Singing River
O+A
Bruce Odland & Sam Auinger

Single-stringed river harps, played by the flowing water of the Rhine River, produced these serene melodies, which were recorded and then played back into the Tank’s deep resonance to make harmonious tracks, full of peace, wellness, and the power of nature.
Think of them as Gregorian chant, sung by the river.
For a year O+A – Bruce Odland and Sam Auinger – searched for sounds in the Rhine Valley in Switzerland, near a town called Rheinau, where they were making a healing installation. They recorded everything: rivers and rain, birds and snow, tiny streams and cornfields, crickets and goats. They recorded trees full of blackbirds at dusk and spring birds at dawn. They strung harpsichord wires through the trees to record snowfall and built harps played by the leaves in the wind.
Their favorite activity was to build water harps, to hear the Rhine sing its song. The river plays the hand-made harp like a bow plays the string of a violin. The river drags the string downstream, and the tension of the string pulls against it, creating a harmonic melody that modulates as the current’s invisible fluctuations dance up and down the string’s overtone series.
Bruce Odland then carried the river songs to Rangely and played them back in the Tank, lifting them into the steel cathedral space and filling it with the resonance and rhythms of nature’s ebb and flow.
Mastered by Mark Fuller, for The TANK
Bruce Odland is a pioneering sonic thinker. From his earliest “Sun Song” (1977), which broadcast a soundscape from a bell tower in Denver, to proto-sound design for theater with Peter Sellars, JoAnne Akalaitis, Laurie Anderson, and the Wooster Group, to his large scale permanent sound installations with Sam Auinger, transforming city noise into harmony in public space, his work has asked, “What new roles can our ears play in understanding the world?” Bruce’s work has won awards in film, radio, museum exhibition, theater, and digital arts. He has created installations for Ars Electronica, the Field Museum, the Millennium Commission, Novartis, the City of Zurich and documenta 14. He spearheaded the transformation of a resonant abandoned water tank in the high desert of Colorado into the internationally known TANK Center for Sonic Arts, bringing together international artists such as Roomful of Teeth and Bill Frisell with a local population of oil workers, teachers, veterans, churchgoers, musicians, and students to support sonic culture and revitalize the local economy. After hearing the TANK’s resonance, Alex Ross of the New Yorker said, “One road to the musical future now leads through Rangely, Colorado”.

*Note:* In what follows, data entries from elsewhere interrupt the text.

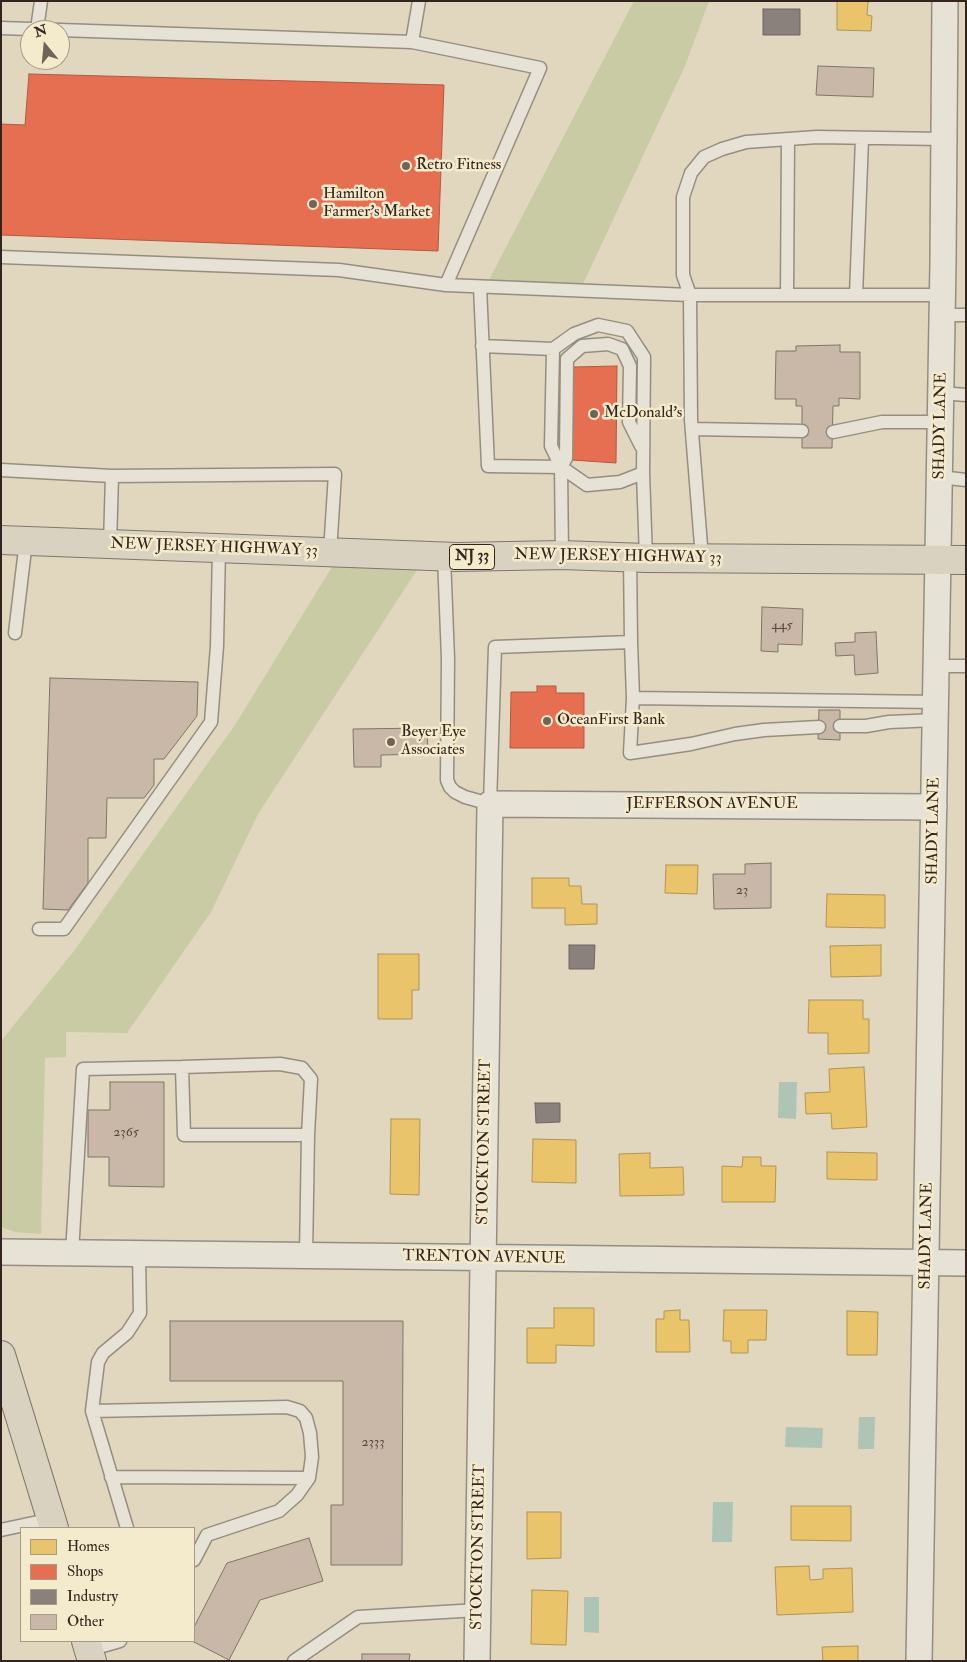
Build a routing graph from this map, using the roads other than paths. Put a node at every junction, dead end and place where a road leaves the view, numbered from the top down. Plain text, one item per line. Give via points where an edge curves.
1 (41, 1) edge
2 (419, 1) edge
3 (945, 1) edge
4 (38, 20) edge
5 (1, 28) edge
6 (20, 29) edge
7 (70, 30) edge
8 (412, 42) junction
9 (862, 139) junction
10 (943, 139) junction
11 (788, 140) junction
12 (1, 257) edge
13 (446, 285) junction
14 (480, 287) junction
15 (690, 295) junction
16 (787, 295) junction
17 (856, 295) junction
18 (950, 308) edge
19 (482, 346) junction
20 (553, 349) junction
21 (941, 394) junction
22 (966, 395) edge
23 (940, 422) junction
24 (692, 429) junction
25 (802, 431) dead end
26 (833, 432) dead end
27 (643, 450) junction
28 (561, 468) junction
29 (1, 470) edge
30 (643, 473) junction
31 (112, 476) junction
32 (940, 477) junction
33 (966, 480) edge
34 (14, 540) edge
35 (110, 544) junction
36 (220, 548) junction
37 (330, 552) junction
38 (562, 555) junction
39 (444, 556) junction
40 (638, 558) junction
41 (702, 558) junction
42 (938, 560) junction
43 (966, 560) edge
44 (15, 633) dead end
45 (632, 642) junction
46 (936, 666) junction
47 (966, 666) edge
48 (633, 698) junction
49 (936, 711) junction
50 (840, 726) dead end
51 (819, 727) dead end
52 (490, 804) junction
53 (934, 807) junction
54 (39, 929) dead end
55 (182, 1067) junction
56 (308, 1134) junction
57 (1, 1252) edge
58 (72, 1253) junction
59 (139, 1254) junction
60 (306, 1256) junction
61 (483, 1258) junction
62 (926, 1262) junction
63 (966, 1263) edge
64 (1, 1355) edge
65 (92, 1411) junction
66 (111, 1477) junction
67 (309, 1478) junction
68 (53, 1524) edge
69 (27, 1527) edge
70 (127, 1527) edge
71 (20, 1528) edge
72 (1, 1530) edge
73 (195, 1558) edge
74 (478, 1610) junction
75 (117, 1642) edge
76 (89, 1651) edge
77 (294, 1661) edge
78 (477, 1661) edge
79 (919, 1661) edge

1 - 4 lane
2 - 8 lane
3 - 10 street, SHADY LANE
5 - 6 lane
7 - 8 lane
8 - 13 lane via 540,68
9 - 10 lane
9 - 11 lane via 816,137
9 - 17 lane
10 - 18 street, SHADY LANE
11 - 15 lane via 746,142 722,149 704,157 691,173 683,197 683,275
11 - 16 lane
12 - 13 lane via 339,270
13 - 14 lane
14 - 15 lane
14 - 19 lane
15 - 16 lane
15 - 24 lane
16 - 17 lane
17 - 18 lane
18 - 21 street, SHADY LANE
19 - 20 lane
19 - 28 lane via 488,466
20 - 27 lane via 574,334 598,325 627,331 644,357
20 - 28 lane via 551,446
21 - 22 lane
21 - 23 street, SHADY LANE
23 - 26 lane via 882,422
23 - 32 street, SHADY LANE
24 - 25 lane
24 - 41 lane
27 - 28 lane via 629,422 630,366 622,349 608,344 582,346 567,360 566,458
27 - 30 lane
28 - 30 lane via 587,484 620,482
28 - 38 lane
29 - 31 lane
30 - 40 lane
31 - 35 lane
31 - 37 lane via 335,474
32 - 33 lane
32 - 42 street, SHADY LANE
34 - 35 main road, NEW JERSEY HIGHWAY 33 / NJ 33
34 - 44 lane
35 - 36 main road, NEW JERSEY HIGHWAY 33 / NJ 33
36 - 37 main road, NEW JERSEY HIGHWAY 33 / NJ 33
36 - 54 lane via 211,722 64,929
37 - 39 main road, NEW JERSEY HIGHWAY 33 / NJ 33
38 - 39 main road, NEW JERSEY HIGHWAY 33 / NJ 33
38 - 40 main road, NEW JERSEY HIGHWAY 33 / NJ 33
39 - 52 lane via 448,650 447,780 455,792
40 - 41 main road, NEW JERSEY HIGHWAY 33 / NJ 33
40 - 45 lane
41 - 42 main road, NEW JERSEY HIGHWAY 33 / NJ 33
42 - 43 main road, NEW JERSEY HIGHWAY 33 / NJ 33
42 - 46 street, SHADY LANE
45 - 48 lane
45 - 52 lane via 495,647
46 - 47 lane
46 - 49 street, SHADY LANE
48 - 49 lane
48 - 51 lane via 630,753 764,730
49 - 50 lane via 866,726
49 - 53 street, SHADY LANE
52 - 53 street, JEFFERSON AVENUE
52 - 61 street, STOCKTON STREET
53 - 62 street, SHADY LANE
55 - 56 lane via 280,1064 302,1068 311,1079
55 - 56 lane via 184,1135
55 - 58 lane via 83,1069
56 - 60 lane
57 - 58 street, TRENTON AVENUE
58 - 59 street, TRENTON AVENUE
59 - 60 street, TRENTON AVENUE
59 - 65 lane via 140,1313 127,1333 103,1353 98,1362
60 - 61 street, TRENTON AVENUE
61 - 62 street, TRENTON AVENUE
61 - 74 street, STOCKTON STREET
62 - 63 street, TRENTON AVENUE
62 - 79 street, SHADY LANE
64 - 68 main road
65 - 66 lane
65 - 67 lane via 287,1407 300,1410 310,1433 312,1457
66 - 67 lane
66 - 70 lane
67 - 73 lane via 297,1495 279,1511 207,1535
68 - 69 lane
71 - 72 lane
74 - 77 lane via 358,1617
74 - 78 street, STOCKTON STREET
75 - 76 lane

Sonic thinker, composer and sound artist Sam Auinger was born in Linz, Austria, and lives and works in Linz and Berlin. Together with Bruce Odland, he founded O+A in 1989. Their central theme is hearing perspective. They are known for their permanent sound installations in public space, which transform urban sound in real time, as in the works harmonic bridge at MassMoca and Sonic Vista in Frankfurt, Germany. In 2009, O+A began a discourse on the theme of Sonic Commons with an article in the music journal Leonardo that questioned the dominance of our visual culture in perceiving the world. Since 2000, he has also collaborated with the bassist and composer Hannes Strobl, and the urbanist and media artist Dietmar Offenhuber. Sam has received numerous scholarships and prizes, including the Culture Prize of the City of Linz and the SKE Publicity Prize. He was a guest of the DAAD’s Berlin Artists-in-Residence Programme (berliner theorie) with Rupert Huber, and he held a scholarship at the Cité International des Arts in Paris. In 2010 he became the first City Sound Artist in Bonn, and in 2011 he was featured artist at the Ars Electronica in Linz. From 2008 to 2012, he was Professor at the UdK Berlin and Head of the Department of Experimental Sound Design in the Master’s Program in Sound Studies. From 2013 to 2015, he was an associate at the GSD in Harvard, and in 2017 he was a guest lecturer in the Art Culture and Technology program at MIT. In addition to his artistic work, he collaborates with urban planners and architects, gives lectures and conducts workshops, and frequently participates in international symposia on urban planning, architecture, media, perception and sound.